Let me now share with you, your Company’s endeavors towards inclusive growth and synergizing growth in a sustainable manner. Your Company works intensively in 480 villages spanning 15 States, reaching out to 1.5 million people in proximity to its manufacturing plants. Its activities are implemented under the aegis of the Aditya Birla Centre for Community Initiatives and Rural Development, led by Mrs. Rajashree Birla, your Director. Your Company is a caring corporate citizen. The major areas of focus are education, healthcare, sustainable livelihood, infrastructure development and social empowerment and welfare.
For the year 2017-18, your Company’s CSR spend was Rs.60.71 crore. This is over 2.5% of the net profit. Your Company’s efforts towards Corporate Social Responsibility and environment conservation have been more elaborated in the Annual Report. I hope, you have read them with interest.

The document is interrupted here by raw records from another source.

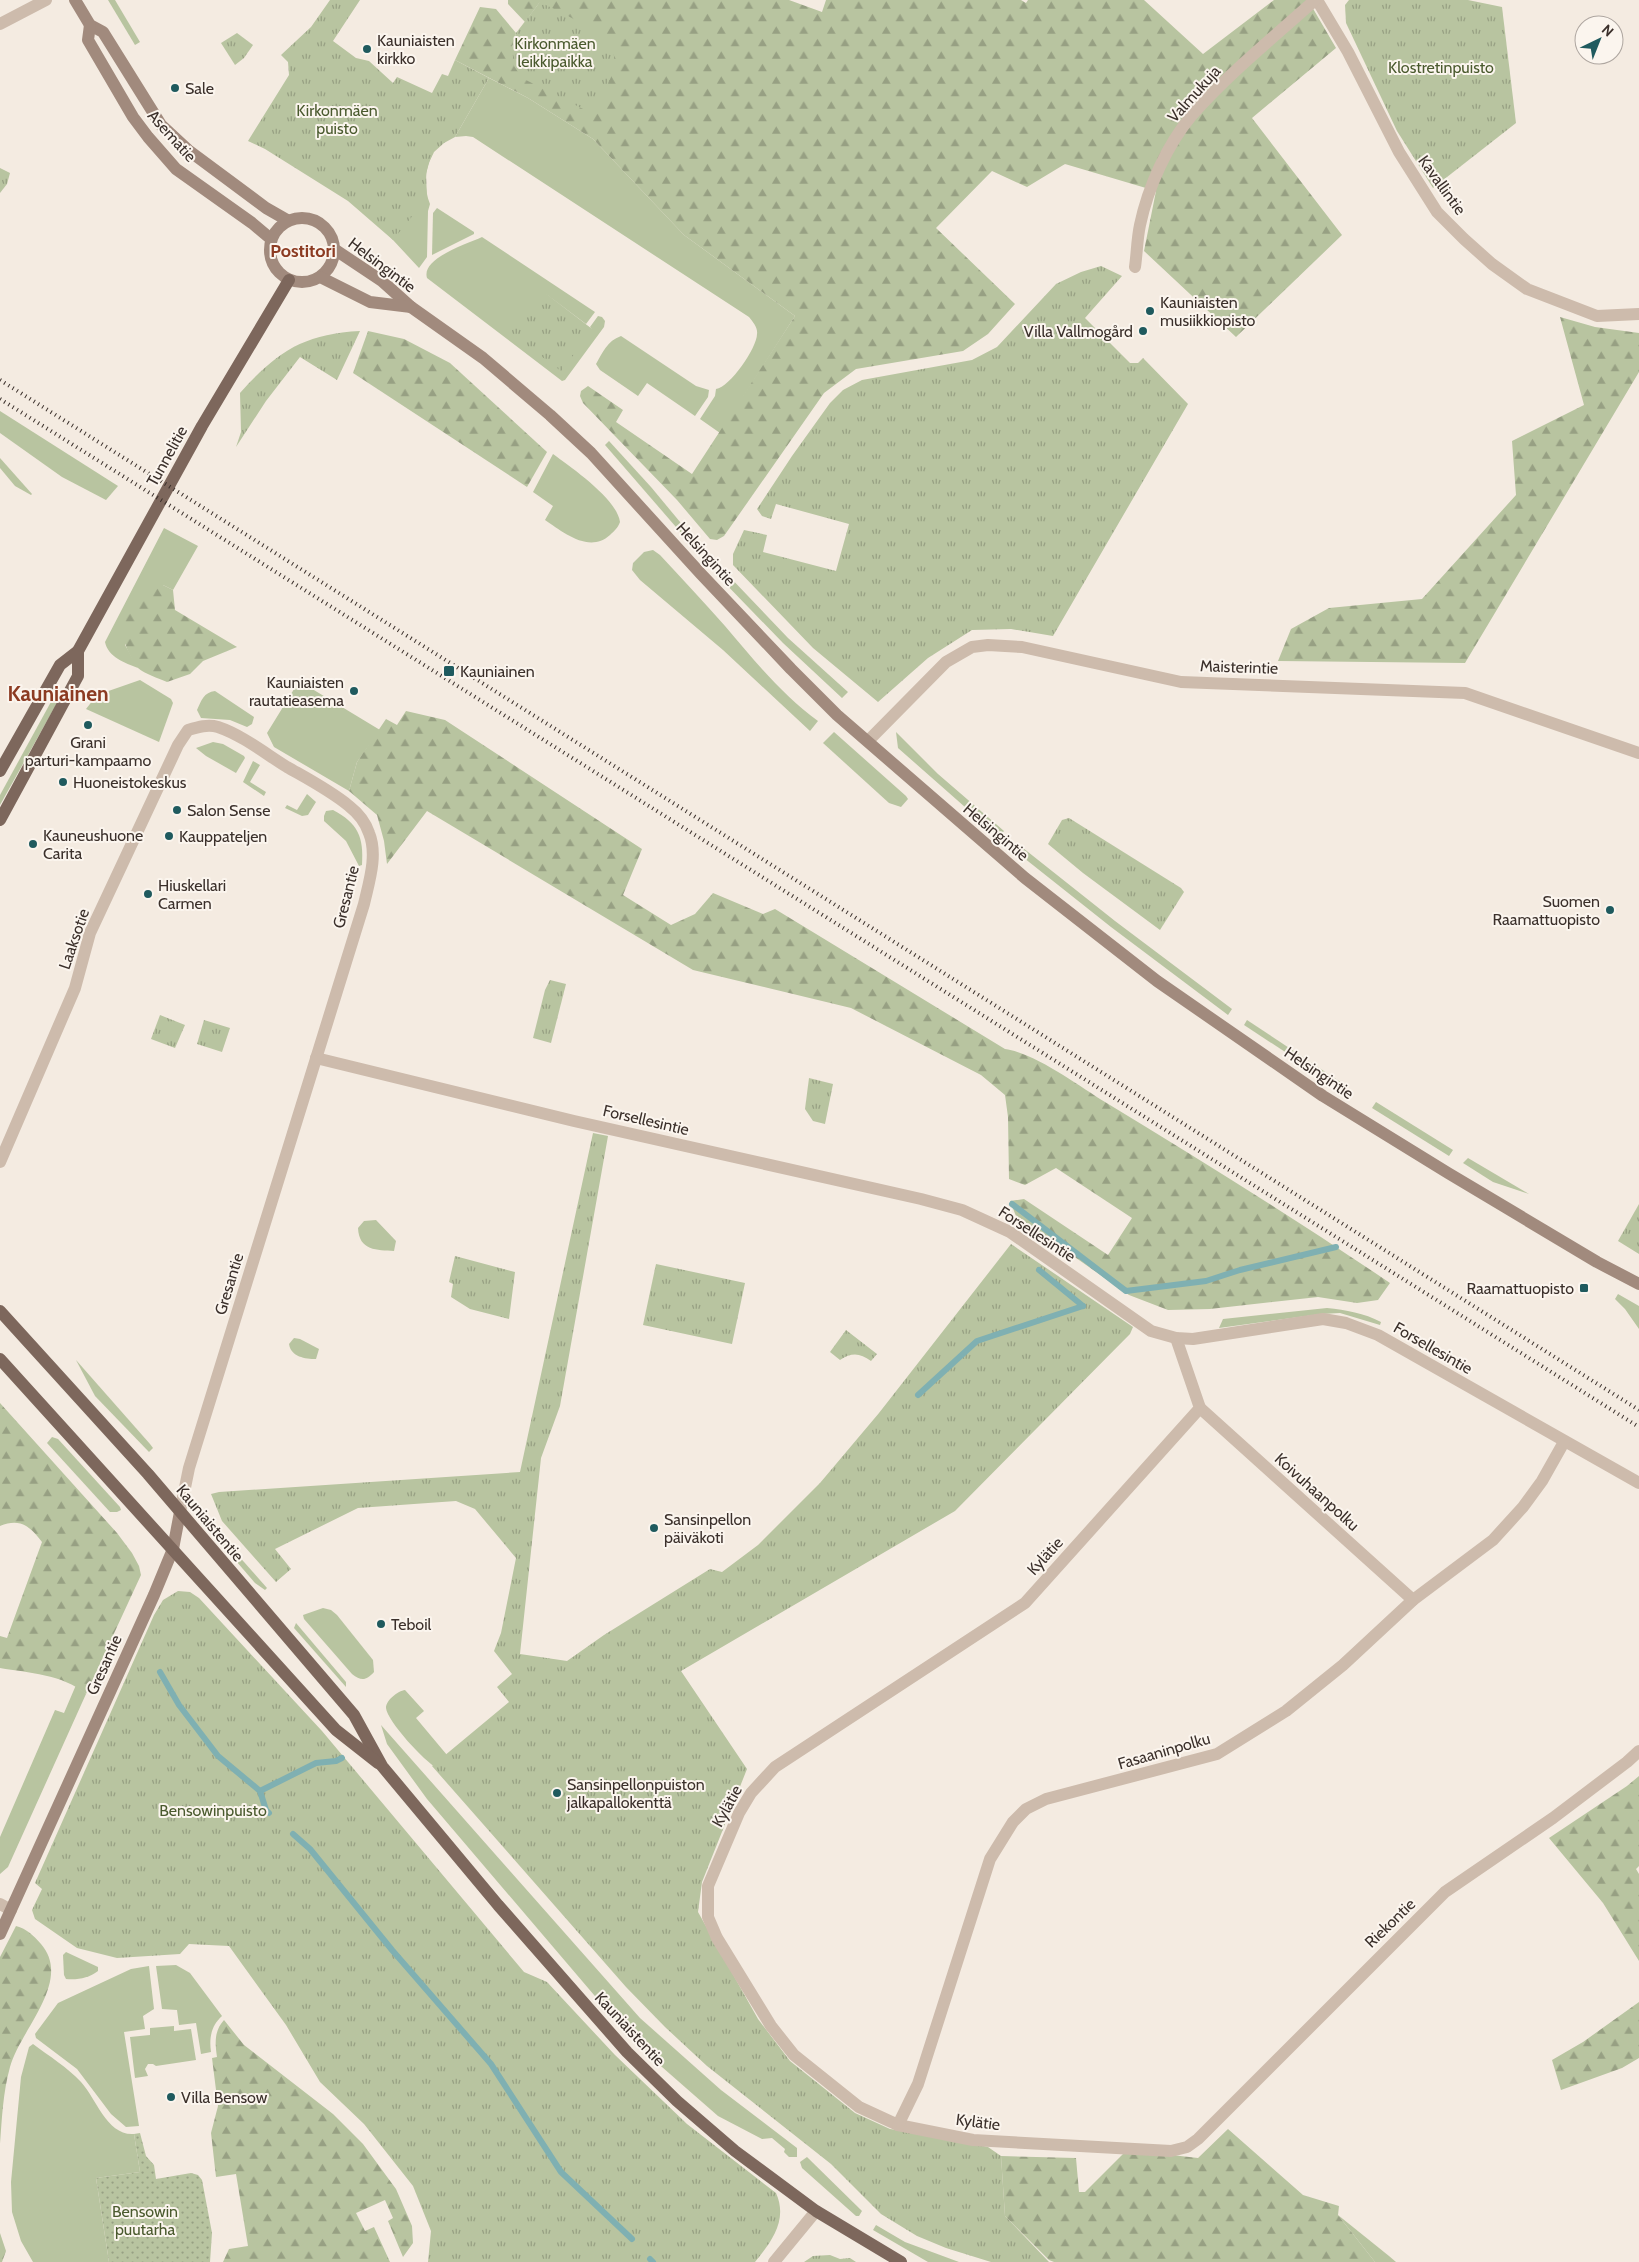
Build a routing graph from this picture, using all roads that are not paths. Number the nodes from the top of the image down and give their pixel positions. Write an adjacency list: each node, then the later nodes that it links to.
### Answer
1 (46, 0): 4 (street)
2 (75, 0): 5 (main road, Asematie)
3 (1316, 0): 9 (street, Valmukuja); 13 (street, Kavallintie)
4 (0, 24)
5 (90, 25): 6 (main road, Asematie); 7 (main road, Asematie)
6 (287, 220): 7 (main road); 8 (main road)
7 (271, 239): 11 (main road)
8 (334, 249): 10 (main road); 12 (main road, Helsingintie)
9 (1135, 267)
10 (320, 277): 11 (main road); 12 (main road, Helsingintie)
11 (289, 280): 14 (main road, Tunnelitie)
12 (411, 307): 16 (main road, Helsingintie)
13 (1639, 314)
14 (78, 651): 18 (main road, Tunnelitie); 19 (main road, Tunnelitie)
15 (188, 730): 20 (street, Gresantie); 21 (street, Laaksotie)
16 (868, 741): 17 (street, Maisterintie); 22 (main road, Helsingintie)
17 (1639, 753)
18 (0, 771)
19 (0, 820)
20 (316, 1058): 24 (street, Forsellesintie); 29 (street, Gresantie)
21 (0, 1162)
22 (1639, 1284)
23 (0, 1311): 29 (main road, Kauniaistentie)
24 (1176, 1338): 26 (street); 27 (street, Forsellesintie)
25 (0, 1359): 30 (main road, Kauniaistentie)
26 (1200, 1408): 31 (street, Koivuhaanpolku); 36 (street, Kylätie)
27 (1564, 1442): 28 (street, Forsellesintie); 31 (street, Fasaaninpolku)
28 (1639, 1483)
29 (180, 1512): 30 (main road, Gresantie); 33 (main road, Kauniaistentie)
30 (174, 1549): 33 (main road, Kauniaistentie); 34 (main road, Gresantie)
31 (1413, 1600): 36 (street, Fasaaninpolku)
32 (1639, 1751): 37 (street, Riekontie)
33 (382, 1766): 38 (main road, Kauniaistentie)
34 (5, 1907): 35 (main road, Gresantie)
35 (0, 1934)
36 (898, 2125): 37 (street, Kylätie)
37 (1187, 2147)
38 (816, 2211): 39 (street); 40 (main road, Kauniaistentie)
39 (774, 2262)
40 (901, 2262)

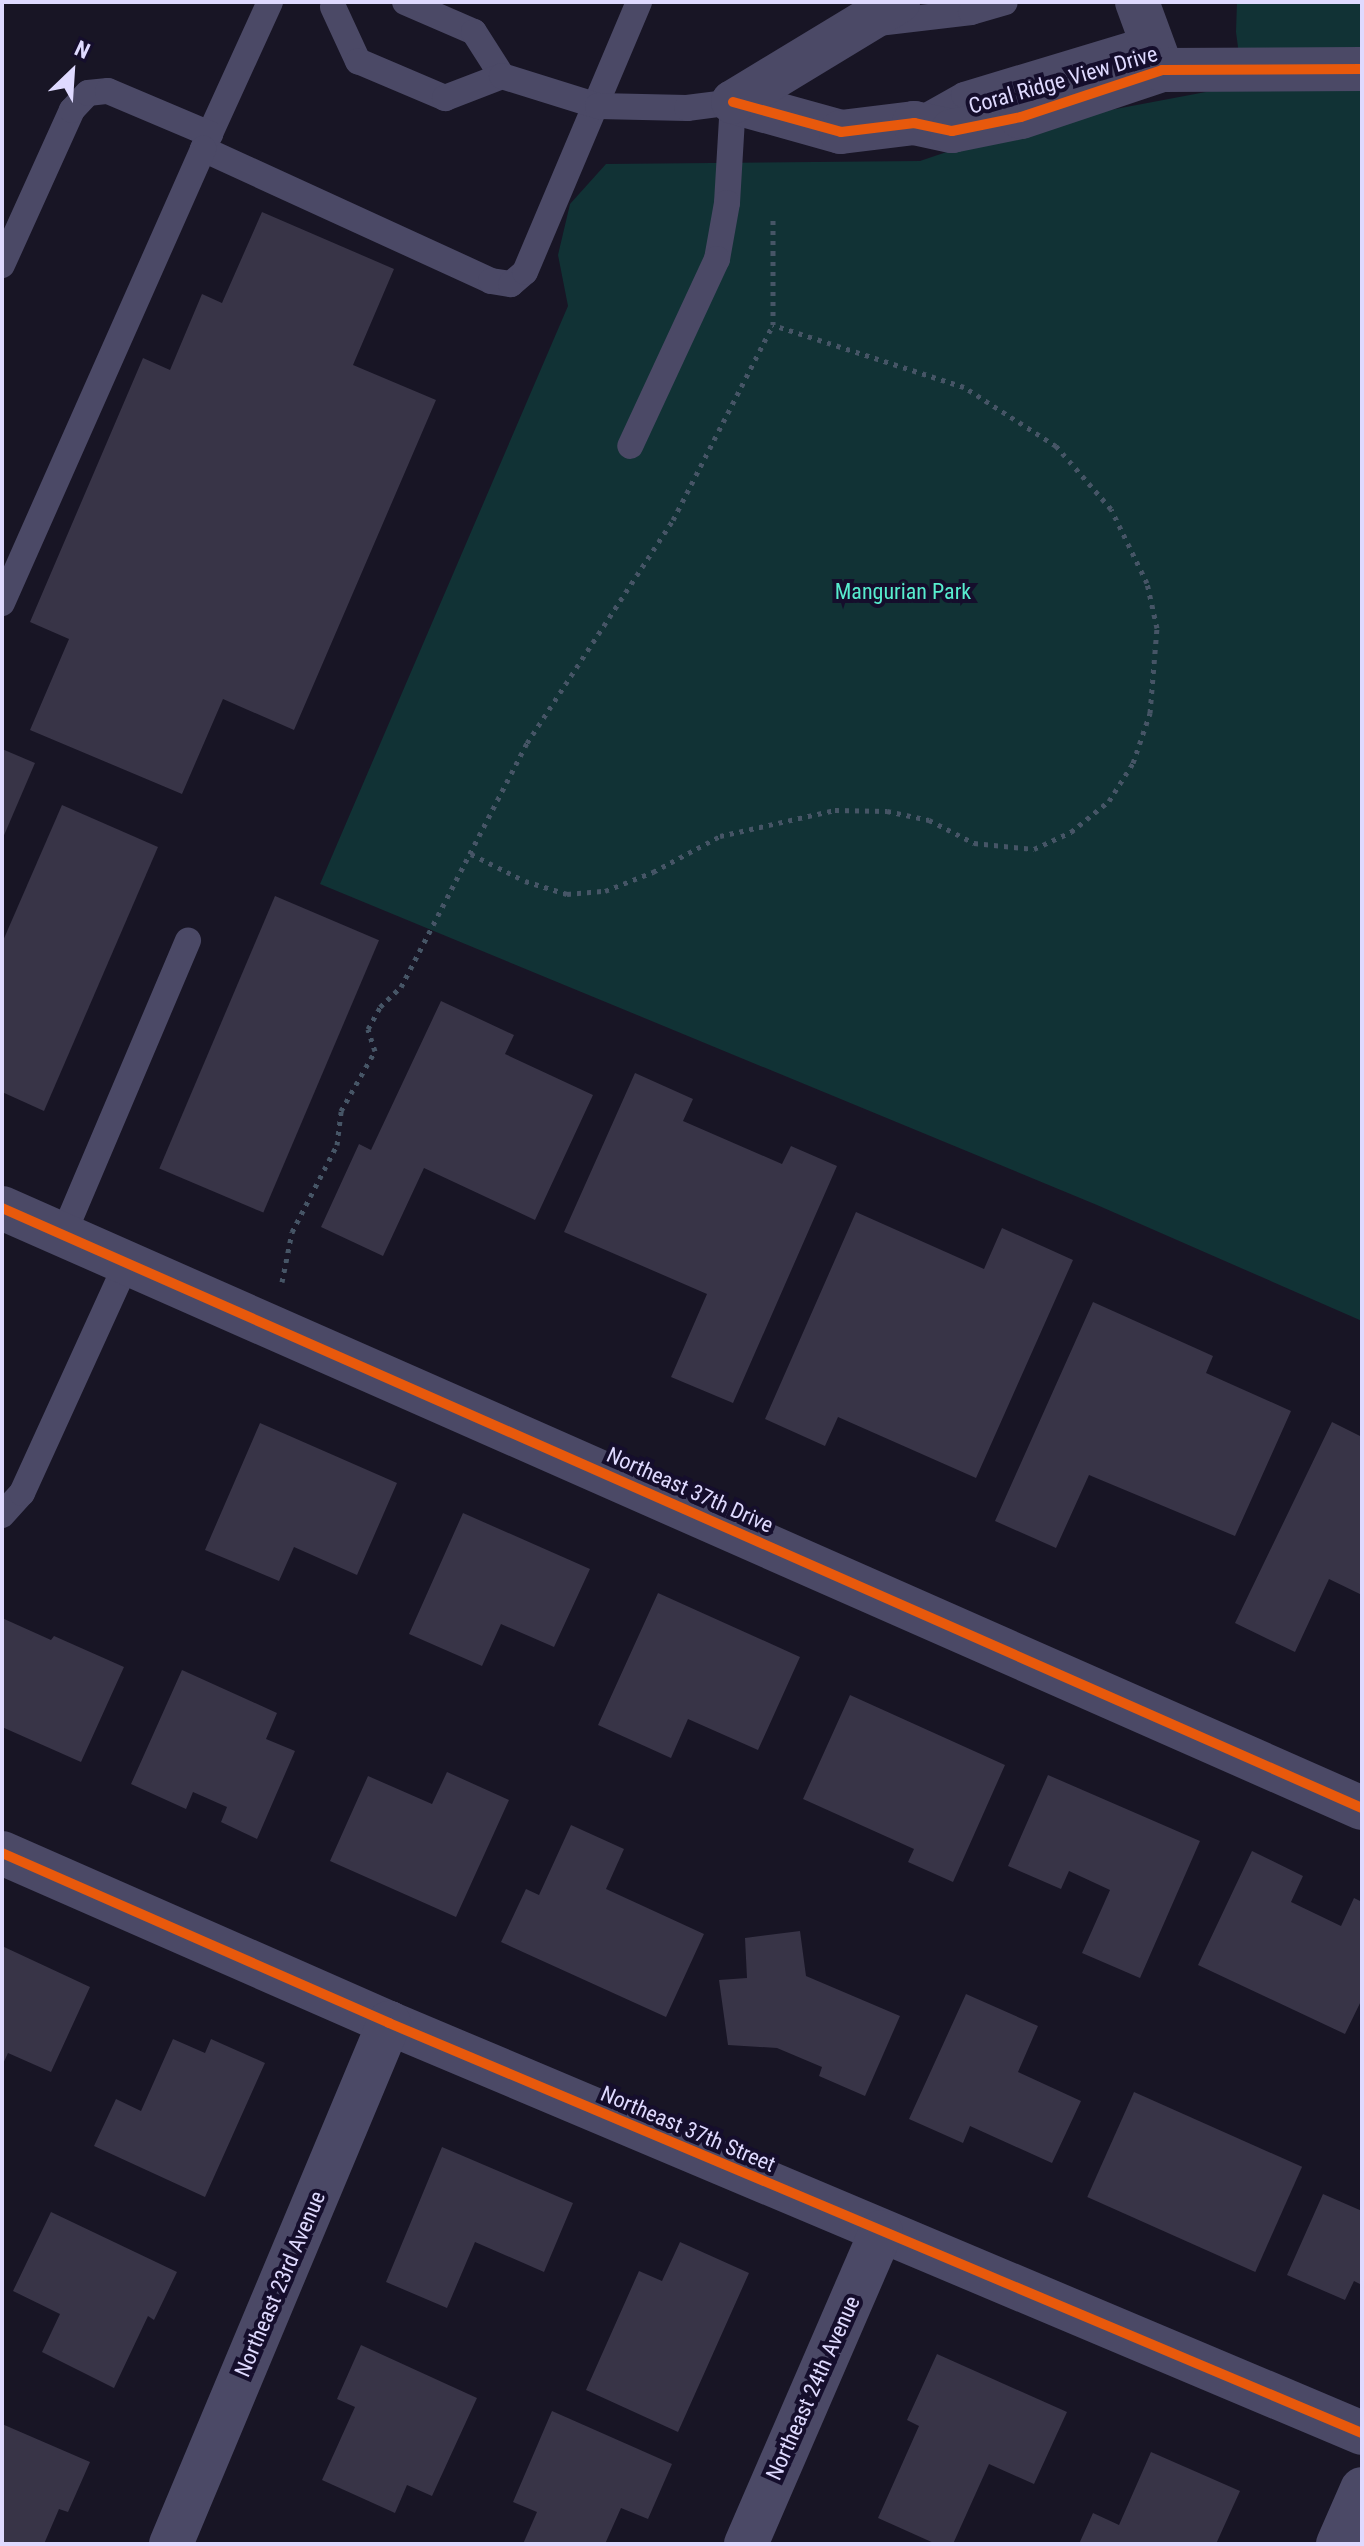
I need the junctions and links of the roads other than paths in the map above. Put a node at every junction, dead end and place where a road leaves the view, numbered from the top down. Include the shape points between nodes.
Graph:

Before moving on with the agenda for the day, let me add that your Company has a strong Balance Sheet, robust cash flows and gearing levels well within reasonable limits. These I believe, sets your Company up for success. Your Company’s market cap stands at around 16 billion dollars – a mark of stakeholder confidence.
On behalf of your Company’s Board, I convey our gratitude to all the banks, financial institutions, stakeholders, business associates and the Central and State Governments for their co-operation and support. I would like to acknowledge our people. Their dedication to work, their sense of belongingness, their pride and their putting the Company first has been a major contributant to our success.
Let me express our deepest gratitude to each of you, our shareholders. I look forward to your ongoing support.
Having provided a snapshot of your Company, I now come to the first resolution relating to the adoption of financial statements for the year ended 31st March, 2018 and the Reports of the Directors’ and Auditors’ for your consideration and approval.